ACTION ITEM = The job is to find each line in the entries holding the string "bridge" and copy that line.

-- Opening Marker --

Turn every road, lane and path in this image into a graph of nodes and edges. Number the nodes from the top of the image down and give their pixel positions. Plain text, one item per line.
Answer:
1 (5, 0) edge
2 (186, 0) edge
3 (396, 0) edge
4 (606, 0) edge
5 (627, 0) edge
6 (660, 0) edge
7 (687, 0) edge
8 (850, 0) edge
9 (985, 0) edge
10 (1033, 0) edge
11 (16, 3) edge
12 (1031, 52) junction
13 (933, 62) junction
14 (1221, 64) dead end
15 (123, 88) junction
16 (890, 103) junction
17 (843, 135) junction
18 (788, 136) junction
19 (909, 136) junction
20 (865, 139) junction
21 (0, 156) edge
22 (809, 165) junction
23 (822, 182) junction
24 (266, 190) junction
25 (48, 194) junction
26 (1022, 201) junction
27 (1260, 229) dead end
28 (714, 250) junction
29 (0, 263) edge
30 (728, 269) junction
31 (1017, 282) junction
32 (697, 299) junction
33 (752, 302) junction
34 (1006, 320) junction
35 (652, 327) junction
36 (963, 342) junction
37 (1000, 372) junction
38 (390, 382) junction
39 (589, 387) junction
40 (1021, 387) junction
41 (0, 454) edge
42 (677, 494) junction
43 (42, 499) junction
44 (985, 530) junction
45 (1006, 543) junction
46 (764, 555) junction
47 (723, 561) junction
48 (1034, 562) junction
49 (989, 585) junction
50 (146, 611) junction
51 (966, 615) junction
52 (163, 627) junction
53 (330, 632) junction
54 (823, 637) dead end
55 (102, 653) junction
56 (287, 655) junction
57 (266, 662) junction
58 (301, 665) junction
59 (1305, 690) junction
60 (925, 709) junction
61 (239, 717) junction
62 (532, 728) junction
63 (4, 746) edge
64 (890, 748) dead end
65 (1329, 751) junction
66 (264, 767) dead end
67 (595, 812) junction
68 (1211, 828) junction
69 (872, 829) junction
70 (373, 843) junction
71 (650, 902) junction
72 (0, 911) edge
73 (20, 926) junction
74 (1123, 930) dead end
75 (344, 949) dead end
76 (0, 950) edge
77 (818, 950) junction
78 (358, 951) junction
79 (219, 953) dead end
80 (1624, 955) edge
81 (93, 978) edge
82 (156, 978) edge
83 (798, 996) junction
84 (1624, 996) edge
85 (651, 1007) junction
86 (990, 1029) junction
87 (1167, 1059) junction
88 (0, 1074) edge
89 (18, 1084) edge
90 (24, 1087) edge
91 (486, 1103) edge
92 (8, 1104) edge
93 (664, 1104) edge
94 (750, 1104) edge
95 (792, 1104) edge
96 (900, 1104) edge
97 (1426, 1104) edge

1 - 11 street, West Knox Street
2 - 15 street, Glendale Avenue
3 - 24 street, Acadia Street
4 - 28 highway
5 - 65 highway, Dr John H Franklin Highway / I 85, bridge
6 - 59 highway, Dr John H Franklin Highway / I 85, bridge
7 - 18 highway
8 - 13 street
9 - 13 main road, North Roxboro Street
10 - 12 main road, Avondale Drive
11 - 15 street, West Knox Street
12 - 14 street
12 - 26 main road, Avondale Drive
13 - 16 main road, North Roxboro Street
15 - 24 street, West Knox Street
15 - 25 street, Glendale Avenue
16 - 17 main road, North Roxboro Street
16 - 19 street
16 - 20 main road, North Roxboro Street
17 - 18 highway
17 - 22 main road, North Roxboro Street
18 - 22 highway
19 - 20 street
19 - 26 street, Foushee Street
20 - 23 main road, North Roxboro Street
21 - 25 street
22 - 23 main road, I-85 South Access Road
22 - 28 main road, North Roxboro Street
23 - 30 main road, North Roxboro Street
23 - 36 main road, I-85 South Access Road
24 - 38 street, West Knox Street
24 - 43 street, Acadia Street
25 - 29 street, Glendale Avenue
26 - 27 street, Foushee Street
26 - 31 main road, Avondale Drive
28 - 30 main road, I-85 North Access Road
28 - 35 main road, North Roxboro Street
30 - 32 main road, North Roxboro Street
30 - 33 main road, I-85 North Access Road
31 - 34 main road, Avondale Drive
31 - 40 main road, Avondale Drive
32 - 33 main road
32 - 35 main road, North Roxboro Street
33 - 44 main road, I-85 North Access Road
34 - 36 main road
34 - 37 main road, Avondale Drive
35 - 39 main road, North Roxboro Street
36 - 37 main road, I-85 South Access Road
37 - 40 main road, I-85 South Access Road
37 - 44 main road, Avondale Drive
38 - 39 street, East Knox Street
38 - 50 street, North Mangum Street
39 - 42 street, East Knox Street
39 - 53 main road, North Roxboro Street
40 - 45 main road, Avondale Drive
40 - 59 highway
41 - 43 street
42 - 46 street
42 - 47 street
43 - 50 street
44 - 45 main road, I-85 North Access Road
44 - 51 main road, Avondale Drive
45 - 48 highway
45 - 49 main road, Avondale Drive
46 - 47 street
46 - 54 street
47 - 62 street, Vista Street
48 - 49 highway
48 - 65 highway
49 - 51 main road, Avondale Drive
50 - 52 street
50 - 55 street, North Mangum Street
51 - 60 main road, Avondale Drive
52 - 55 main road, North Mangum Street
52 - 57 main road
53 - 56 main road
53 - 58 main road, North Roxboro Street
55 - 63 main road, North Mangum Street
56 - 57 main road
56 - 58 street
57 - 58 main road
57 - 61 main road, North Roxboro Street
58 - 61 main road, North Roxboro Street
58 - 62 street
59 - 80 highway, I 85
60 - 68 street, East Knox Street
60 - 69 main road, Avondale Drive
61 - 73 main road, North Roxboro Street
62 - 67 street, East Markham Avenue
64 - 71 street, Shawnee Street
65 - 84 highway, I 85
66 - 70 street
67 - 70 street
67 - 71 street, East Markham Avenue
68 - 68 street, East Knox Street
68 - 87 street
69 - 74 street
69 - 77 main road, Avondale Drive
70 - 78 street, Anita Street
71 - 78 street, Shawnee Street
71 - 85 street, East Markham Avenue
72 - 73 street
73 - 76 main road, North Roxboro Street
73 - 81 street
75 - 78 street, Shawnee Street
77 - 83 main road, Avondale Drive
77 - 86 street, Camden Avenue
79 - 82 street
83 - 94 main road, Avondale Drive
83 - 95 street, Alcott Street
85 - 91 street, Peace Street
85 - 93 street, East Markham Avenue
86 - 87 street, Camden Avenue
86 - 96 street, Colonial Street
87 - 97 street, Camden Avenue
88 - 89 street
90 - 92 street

-- Closing Marker --

EXERCISE RESULT =
5 - 65 highway, Dr John H Franklin Highway / I 85, bridge
6 - 59 highway, Dr John H Franklin Highway / I 85, bridge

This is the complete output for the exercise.